** EXTRACTED DATA follows **
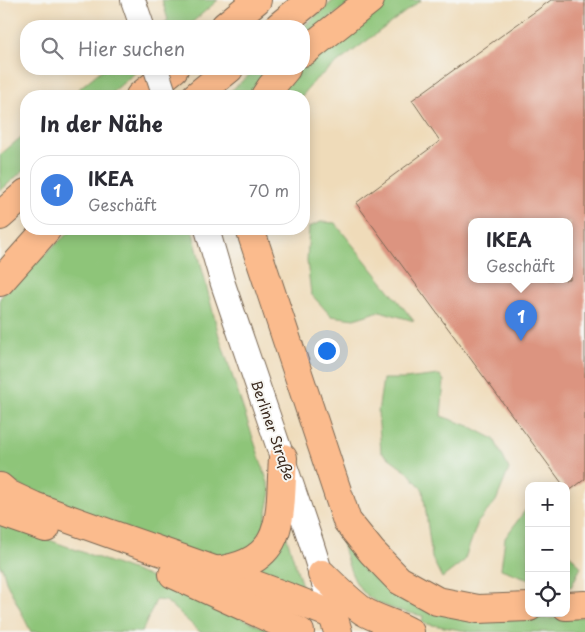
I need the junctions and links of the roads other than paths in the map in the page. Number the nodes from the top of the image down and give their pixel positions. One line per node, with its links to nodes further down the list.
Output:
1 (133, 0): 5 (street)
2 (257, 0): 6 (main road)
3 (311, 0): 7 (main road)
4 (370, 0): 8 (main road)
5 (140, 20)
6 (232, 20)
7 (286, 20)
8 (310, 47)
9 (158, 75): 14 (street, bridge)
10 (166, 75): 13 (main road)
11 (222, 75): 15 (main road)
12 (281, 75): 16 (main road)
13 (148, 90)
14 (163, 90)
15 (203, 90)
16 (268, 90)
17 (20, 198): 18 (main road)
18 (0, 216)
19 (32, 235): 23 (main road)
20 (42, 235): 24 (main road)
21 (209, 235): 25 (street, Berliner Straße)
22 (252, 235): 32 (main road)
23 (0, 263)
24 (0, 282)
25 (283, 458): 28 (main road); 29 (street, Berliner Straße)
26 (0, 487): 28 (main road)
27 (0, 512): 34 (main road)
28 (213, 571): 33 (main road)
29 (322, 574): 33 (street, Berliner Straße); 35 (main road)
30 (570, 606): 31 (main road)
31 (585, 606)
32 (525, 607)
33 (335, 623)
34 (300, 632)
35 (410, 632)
** End of EXTRACTED DATA **
▸ **YOUR TASK**
Please print the entries above exactly. Skip every picture.

▸ **RESULT**
I need the junctions and links of the roads other than paths in the map in the page. Number the nodes from the top of the image down and give their pixel positions. One line per node, with its links to nodes further down the list.
Output:
1 (133, 0): 5 (street)
2 (257, 0): 6 (main road)
3 (311, 0): 7 (main road)
4 (370, 0): 8 (main road)
5 (140, 20)
6 (232, 20)
7 (286, 20)
8 (310, 47)
9 (158, 75): 14 (street, bridge)
10 (166, 75): 13 (main road)
11 (222, 75): 15 (main road)
12 (281, 75): 16 (main road)
13 (148, 90)
14 (163, 90)
15 (203, 90)
16 (268, 90)
17 (20, 198): 18 (main road)
18 (0, 216)
19 (32, 235): 23 (main road)
20 (42, 235): 24 (main road)
21 (209, 235): 25 (street, Berliner Straße)
22 (252, 235): 32 (main road)
23 (0, 263)
24 (0, 282)
25 (283, 458): 28 (main road); 29 (street, Berliner Straße)
26 (0, 487): 28 (main road)
27 (0, 512): 34 (main road)
28 (213, 571): 33 (main road)
29 (322, 574): 33 (street, Berliner Straße); 35 (main road)
30 (570, 606): 31 (main road)
31 (585, 606)
32 (525, 607)
33 (335, 623)
34 (300, 632)
35 (410, 632)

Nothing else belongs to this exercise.